| Task to carry out |
Using the records below, filter out every line that lacks "highway" and copy the rest.

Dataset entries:
^^^^
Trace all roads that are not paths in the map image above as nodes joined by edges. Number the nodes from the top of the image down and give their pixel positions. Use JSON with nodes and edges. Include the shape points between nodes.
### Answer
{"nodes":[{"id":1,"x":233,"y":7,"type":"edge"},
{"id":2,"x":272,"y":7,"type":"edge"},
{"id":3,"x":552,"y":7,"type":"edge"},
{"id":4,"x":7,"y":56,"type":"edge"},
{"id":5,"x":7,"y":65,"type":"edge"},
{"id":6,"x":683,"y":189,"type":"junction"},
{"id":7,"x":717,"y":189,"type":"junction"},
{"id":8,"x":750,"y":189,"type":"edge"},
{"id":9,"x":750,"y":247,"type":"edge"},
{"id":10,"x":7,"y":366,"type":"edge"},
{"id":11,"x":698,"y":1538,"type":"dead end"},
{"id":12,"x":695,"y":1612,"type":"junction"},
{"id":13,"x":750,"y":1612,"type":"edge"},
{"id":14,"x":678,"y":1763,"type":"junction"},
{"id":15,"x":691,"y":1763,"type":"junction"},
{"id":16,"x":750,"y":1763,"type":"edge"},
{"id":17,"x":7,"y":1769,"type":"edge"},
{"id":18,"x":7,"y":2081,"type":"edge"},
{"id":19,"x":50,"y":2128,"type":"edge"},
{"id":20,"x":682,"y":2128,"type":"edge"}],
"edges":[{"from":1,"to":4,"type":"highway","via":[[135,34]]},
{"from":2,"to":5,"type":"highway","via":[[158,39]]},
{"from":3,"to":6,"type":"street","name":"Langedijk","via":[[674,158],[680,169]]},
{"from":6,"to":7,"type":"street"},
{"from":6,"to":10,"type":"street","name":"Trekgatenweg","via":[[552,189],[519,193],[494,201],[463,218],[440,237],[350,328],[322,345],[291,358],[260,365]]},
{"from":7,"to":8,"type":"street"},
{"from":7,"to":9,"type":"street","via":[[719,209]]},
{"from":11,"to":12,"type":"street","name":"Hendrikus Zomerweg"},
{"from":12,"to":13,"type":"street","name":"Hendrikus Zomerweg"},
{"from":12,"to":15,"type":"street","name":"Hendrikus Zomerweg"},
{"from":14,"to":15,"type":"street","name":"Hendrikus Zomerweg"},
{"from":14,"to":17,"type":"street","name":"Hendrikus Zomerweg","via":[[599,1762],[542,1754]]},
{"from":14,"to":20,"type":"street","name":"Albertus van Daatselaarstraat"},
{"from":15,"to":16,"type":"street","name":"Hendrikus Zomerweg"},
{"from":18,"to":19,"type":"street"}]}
^^^^
| Exercise output |
"edges":[{"from":1,"to":4,"type":"highway","via":[[135,34]]},
{"from":2,"to":5,"type":"highway","via":[[158,39]]},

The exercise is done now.